Dunque,  si verifica così spesso il desistere, la desistenza, nel grande ospedale con grande pronto soccorso? No, assolutamente no, molto meno di quello che sarebbe lecito attendersi. Predomina la buona assistenza, alle volte caratterizzata da grande abnegazione e spirito di sacrificio. Perché ciò accade? Perché di fronte a tanta sofferenza ci si compatta, vengono fuori le migliori energie, si da senso alla propria professione ed alle proprie aspirazioni. Si torna a casa stanchi, incavolati, ma anche soddisfatti.  Senza esagerare però. Alla lunga nascono conflitti e frustrazioni, attese rimaste deluse e paragoni con altro personale che, a parità di stipendio, lavora molto meno ed in maniera più tranquilla. Occorre perciò intervenire per migliorare le condizioni di lavoro e di assistenza nel grande ospedale con grande pronto soccorso. Servono segnali concreti, miglioramenti, alle volte anche piccoli, che contribuiscano  a ridare fiato al personale.
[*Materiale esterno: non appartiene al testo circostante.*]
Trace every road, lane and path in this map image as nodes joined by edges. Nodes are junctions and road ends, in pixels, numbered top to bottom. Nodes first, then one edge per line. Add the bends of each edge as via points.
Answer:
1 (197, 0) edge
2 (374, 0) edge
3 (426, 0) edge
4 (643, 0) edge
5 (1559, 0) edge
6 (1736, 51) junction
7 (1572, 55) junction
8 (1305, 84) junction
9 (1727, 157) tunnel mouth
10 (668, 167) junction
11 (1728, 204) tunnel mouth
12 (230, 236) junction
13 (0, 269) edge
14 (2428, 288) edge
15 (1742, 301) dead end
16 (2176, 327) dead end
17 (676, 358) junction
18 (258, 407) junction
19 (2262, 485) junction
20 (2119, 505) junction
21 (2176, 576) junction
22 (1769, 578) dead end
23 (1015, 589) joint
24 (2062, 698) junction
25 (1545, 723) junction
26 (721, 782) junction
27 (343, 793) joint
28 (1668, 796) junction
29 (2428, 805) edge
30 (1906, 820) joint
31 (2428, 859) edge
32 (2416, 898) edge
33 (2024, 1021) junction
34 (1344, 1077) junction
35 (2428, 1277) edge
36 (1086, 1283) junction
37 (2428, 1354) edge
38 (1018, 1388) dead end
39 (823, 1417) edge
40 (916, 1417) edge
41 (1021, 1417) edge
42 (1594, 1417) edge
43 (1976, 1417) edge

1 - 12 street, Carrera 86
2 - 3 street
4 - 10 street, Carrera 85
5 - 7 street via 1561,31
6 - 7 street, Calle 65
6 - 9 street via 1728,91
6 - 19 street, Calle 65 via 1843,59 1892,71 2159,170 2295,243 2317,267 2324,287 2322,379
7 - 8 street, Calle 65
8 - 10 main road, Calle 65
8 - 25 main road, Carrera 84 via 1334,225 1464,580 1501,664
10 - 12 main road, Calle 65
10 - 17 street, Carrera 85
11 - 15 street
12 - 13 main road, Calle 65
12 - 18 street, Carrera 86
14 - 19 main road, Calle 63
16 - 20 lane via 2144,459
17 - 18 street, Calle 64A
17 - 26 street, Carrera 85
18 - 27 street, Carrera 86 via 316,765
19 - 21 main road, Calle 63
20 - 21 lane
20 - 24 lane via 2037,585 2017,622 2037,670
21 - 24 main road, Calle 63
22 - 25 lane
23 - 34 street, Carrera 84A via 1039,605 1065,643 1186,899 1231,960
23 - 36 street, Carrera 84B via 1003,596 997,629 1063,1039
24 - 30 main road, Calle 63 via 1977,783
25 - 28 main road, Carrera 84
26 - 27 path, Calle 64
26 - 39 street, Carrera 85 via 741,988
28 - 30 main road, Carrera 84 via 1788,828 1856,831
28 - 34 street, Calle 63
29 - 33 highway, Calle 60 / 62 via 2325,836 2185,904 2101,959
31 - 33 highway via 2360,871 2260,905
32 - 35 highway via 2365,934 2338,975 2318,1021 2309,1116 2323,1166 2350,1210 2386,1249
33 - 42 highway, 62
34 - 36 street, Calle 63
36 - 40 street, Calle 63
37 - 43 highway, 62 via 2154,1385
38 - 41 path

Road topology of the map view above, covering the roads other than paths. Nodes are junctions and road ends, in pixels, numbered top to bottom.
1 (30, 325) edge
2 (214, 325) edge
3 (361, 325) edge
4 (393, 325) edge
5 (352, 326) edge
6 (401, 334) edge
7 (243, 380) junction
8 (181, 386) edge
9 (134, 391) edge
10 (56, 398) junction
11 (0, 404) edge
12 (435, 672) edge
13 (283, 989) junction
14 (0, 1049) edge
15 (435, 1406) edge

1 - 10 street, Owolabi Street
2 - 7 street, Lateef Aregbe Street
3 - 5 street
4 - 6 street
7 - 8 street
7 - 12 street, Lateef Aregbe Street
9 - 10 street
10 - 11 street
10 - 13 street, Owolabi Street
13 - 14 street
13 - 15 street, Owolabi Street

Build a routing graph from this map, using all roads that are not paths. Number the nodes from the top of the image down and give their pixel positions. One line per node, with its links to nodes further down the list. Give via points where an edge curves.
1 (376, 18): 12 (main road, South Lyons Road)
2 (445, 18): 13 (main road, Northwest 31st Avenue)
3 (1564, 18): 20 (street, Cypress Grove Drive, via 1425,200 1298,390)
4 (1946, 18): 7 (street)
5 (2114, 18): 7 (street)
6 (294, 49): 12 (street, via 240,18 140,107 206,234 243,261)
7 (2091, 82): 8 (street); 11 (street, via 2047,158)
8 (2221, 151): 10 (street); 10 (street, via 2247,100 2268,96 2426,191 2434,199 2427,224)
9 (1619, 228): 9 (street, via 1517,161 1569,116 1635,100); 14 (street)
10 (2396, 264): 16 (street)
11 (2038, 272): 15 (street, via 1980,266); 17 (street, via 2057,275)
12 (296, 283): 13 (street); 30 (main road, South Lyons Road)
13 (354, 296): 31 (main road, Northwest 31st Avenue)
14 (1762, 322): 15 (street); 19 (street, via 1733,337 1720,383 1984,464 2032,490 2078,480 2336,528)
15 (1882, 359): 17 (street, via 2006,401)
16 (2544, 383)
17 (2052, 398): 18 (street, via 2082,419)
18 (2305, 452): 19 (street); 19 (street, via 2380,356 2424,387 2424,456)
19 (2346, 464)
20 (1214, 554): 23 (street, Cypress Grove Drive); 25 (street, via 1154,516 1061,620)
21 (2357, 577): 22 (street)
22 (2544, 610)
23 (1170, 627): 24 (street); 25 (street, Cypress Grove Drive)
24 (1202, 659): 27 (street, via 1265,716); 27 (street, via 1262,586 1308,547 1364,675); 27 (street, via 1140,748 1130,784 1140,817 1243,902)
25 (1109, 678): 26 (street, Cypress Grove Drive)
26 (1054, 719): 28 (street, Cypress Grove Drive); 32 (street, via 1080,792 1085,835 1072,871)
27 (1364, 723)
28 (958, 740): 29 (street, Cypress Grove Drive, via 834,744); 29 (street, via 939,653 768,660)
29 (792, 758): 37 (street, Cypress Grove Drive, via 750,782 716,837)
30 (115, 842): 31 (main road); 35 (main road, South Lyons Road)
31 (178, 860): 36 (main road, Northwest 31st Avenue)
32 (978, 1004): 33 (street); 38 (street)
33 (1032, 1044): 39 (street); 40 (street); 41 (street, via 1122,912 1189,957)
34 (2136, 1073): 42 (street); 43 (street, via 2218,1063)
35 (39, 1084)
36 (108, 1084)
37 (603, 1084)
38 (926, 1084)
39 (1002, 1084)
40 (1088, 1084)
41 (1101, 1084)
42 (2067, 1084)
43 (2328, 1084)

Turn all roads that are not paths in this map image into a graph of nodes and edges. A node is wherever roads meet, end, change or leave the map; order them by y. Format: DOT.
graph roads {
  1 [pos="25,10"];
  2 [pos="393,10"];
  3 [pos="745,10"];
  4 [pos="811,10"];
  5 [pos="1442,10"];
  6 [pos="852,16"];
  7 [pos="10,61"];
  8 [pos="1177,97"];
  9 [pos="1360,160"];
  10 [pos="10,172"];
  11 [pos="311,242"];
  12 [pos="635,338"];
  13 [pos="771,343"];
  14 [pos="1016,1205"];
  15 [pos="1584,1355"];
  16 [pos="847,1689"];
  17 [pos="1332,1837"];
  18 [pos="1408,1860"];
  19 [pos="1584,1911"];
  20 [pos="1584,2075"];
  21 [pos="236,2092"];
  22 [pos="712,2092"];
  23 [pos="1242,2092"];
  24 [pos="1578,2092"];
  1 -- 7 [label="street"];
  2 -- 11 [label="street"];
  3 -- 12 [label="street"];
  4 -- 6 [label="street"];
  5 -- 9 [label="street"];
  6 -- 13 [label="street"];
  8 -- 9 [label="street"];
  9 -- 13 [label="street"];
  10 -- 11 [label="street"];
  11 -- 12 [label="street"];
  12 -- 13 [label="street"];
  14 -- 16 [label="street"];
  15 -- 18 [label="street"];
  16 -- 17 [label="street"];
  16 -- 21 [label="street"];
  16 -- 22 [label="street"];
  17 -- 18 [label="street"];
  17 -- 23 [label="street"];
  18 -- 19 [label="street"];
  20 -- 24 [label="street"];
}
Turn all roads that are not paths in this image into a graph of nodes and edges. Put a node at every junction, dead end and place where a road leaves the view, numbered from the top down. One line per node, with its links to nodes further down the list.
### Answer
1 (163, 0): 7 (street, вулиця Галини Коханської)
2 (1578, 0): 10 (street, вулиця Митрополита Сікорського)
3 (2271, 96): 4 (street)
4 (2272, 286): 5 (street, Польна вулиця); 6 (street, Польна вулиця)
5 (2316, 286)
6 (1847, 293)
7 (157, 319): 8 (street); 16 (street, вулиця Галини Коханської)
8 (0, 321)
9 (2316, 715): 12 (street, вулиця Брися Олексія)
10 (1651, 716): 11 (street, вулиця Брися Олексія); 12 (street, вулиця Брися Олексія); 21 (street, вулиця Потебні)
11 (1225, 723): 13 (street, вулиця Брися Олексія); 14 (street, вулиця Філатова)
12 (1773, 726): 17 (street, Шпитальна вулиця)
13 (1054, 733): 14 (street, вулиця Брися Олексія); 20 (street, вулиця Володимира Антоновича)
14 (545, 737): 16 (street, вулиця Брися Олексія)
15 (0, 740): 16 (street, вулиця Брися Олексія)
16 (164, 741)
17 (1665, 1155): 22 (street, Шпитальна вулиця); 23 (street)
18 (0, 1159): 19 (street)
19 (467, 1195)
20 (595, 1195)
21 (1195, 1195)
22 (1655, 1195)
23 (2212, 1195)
Serve sovente una  ricarica di energie positive e di fatti concreti che consentano di far fronte ad una condizione lavorativa alle volte massacrante, tra tanta sofferenza, tra tanta umanità.
Occorre inoltre tener presente che, in assenza di cambiamenti  delle politiche nazionali e regionali, di assunzioni di personale giovane,  cambiamenti  molto improbabili ad avviso di chi scrive, i pronto soccorso dei grandi ospedali saranno sempre più affollati. 
Il mio fruttivendolo, che vende ottima frutta e verdura mi disse un giorno : “dotto, da noi c’è molta folla, ma continuate a venire qua, aspettate un po’, però siete sicuro di ciò che mangiate; non andate nei locali dove non c’è folla, insospettitevi se non c’è nessuno”. Ha ragione. Sempre più gente arriverà nei pronto soccorso dei grandi ospedali,  sempre più persone chiederanno di esser portati lì, pur sapendo che rimarranno in barella; meritano tutti di ricevere servizi migliori, risposte rapide ed appropriate, la “migliore frutta e verdura” per parafrasare il mio fruttivendolo, anziano,  ma molto saggio.
Occorre potenziare e migliorare i servizi di emergenza dei grandi ospedali. Questa la ricetta per resistere e non farsi vincere dalla voglia di desistere.